There can be various reasons for this lack of recognition or resistance to kindness and compassion. Often these reasons relate to trauma associated with our attachment system, where experiencing compassion from others results in feelings of grief, loss and sadness at the realisation of not having someone in our lives who has given this to us in the past. John Bowlby, a prominent psychoanalyst and attachment theorist, noted that when he was kind to his patients they often became fearful and withdrew from him.

Bowlby suggested that when we are kind to others, we stimulate something called the attachment system and all the emotions and experiences contained within it. So if someone has a past characterised by neglect or abuse, the emotional memories of this neglect and abuse are triggered when the attachment system is stimulated.

Many people are fearful of giving up self-criticism because it is seen as responsible for maintaining standards, preventing mistakes and keeping us in check. This in turn can be seen as leading to more success and remaining modest. But it also leads some people to feel they are not deserving of compassion; that they are flawed and if others knew what they were really like then they would not like them. If this gets out of hand it can lead to a vicious cycle where someone is unable to recognise kindness, compassion and support when it is available, which then seems to confirm a threatening environment.

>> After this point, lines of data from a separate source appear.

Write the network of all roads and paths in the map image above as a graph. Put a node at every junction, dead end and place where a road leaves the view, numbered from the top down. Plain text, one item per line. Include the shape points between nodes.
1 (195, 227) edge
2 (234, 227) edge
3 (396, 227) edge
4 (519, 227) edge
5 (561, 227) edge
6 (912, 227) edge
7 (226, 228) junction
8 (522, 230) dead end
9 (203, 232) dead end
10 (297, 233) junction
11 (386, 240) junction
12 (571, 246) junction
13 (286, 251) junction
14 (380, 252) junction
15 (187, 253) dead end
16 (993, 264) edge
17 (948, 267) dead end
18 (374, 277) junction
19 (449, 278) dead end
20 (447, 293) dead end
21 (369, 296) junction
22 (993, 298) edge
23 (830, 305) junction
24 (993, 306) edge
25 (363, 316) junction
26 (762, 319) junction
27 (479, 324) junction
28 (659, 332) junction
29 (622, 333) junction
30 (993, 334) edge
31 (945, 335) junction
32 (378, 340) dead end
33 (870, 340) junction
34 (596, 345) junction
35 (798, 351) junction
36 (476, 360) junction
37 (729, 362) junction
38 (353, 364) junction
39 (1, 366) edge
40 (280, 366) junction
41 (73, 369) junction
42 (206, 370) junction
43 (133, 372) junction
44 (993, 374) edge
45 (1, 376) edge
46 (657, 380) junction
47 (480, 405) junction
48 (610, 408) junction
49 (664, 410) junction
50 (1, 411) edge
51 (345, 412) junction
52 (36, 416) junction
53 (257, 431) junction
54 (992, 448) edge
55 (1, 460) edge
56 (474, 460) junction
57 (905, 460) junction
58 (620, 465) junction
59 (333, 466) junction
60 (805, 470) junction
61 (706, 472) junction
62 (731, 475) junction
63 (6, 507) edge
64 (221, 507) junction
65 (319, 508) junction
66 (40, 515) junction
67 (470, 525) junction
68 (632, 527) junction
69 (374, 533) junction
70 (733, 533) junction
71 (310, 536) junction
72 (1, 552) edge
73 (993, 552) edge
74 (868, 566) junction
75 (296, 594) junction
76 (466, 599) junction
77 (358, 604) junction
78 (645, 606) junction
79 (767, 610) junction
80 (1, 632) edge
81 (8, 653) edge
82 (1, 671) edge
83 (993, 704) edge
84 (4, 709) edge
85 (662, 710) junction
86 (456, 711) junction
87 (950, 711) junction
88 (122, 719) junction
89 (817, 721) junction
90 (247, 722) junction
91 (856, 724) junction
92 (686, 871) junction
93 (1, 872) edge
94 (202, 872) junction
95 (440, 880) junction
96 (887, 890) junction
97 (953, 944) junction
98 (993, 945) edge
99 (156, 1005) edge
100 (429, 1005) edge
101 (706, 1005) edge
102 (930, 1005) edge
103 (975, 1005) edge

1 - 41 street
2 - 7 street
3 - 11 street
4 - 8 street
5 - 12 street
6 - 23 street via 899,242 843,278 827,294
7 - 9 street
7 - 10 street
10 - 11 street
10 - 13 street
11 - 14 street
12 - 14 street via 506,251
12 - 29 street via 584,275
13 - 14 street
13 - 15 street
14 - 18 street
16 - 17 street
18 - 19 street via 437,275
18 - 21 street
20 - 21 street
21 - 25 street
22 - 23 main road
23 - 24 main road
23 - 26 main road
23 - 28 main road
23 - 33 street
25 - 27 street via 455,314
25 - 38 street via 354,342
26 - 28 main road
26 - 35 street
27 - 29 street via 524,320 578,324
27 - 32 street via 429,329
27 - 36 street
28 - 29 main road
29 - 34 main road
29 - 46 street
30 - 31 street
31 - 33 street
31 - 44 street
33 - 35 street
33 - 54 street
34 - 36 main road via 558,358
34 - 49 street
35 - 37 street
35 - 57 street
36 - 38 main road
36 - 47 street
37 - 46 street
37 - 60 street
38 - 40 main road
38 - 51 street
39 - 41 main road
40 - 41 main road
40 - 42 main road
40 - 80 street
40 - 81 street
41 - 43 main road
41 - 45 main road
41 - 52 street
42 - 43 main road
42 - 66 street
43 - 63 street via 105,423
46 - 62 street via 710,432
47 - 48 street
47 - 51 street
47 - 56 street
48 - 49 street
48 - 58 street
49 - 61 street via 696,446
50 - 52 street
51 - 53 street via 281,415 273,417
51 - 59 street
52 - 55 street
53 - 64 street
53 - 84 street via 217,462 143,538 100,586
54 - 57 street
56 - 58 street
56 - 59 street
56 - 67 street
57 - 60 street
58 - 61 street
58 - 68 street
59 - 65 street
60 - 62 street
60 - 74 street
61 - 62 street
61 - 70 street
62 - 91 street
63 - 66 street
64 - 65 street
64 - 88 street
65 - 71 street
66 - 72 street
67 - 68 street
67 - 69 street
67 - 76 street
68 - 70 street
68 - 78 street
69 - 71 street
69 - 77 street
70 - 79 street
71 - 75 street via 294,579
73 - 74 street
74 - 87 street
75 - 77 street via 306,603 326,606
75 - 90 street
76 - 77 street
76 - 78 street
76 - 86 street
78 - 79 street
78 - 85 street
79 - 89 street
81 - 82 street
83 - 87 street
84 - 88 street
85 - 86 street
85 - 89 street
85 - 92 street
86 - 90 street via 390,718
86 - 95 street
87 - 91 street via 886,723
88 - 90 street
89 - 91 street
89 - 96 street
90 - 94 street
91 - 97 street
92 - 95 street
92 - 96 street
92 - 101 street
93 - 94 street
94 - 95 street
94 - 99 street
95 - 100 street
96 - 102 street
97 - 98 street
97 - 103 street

This has clinical implications as this processing difficulty may result in maintaining self-criticism, and mood disorders such as depression and anxiety, and difficulties in interpersonal relationships – including those with therapists.

Researchers are now working on something called the “compassion game” using a set of facial stimuli to train individuals to focus on compassion and to become desensitised and tolerant of compassionate emotional displays. Understanding how we process emotions more can help develop new therapies that focus on alleviating negative biases and allow people to recognise and accept much-needed compassion.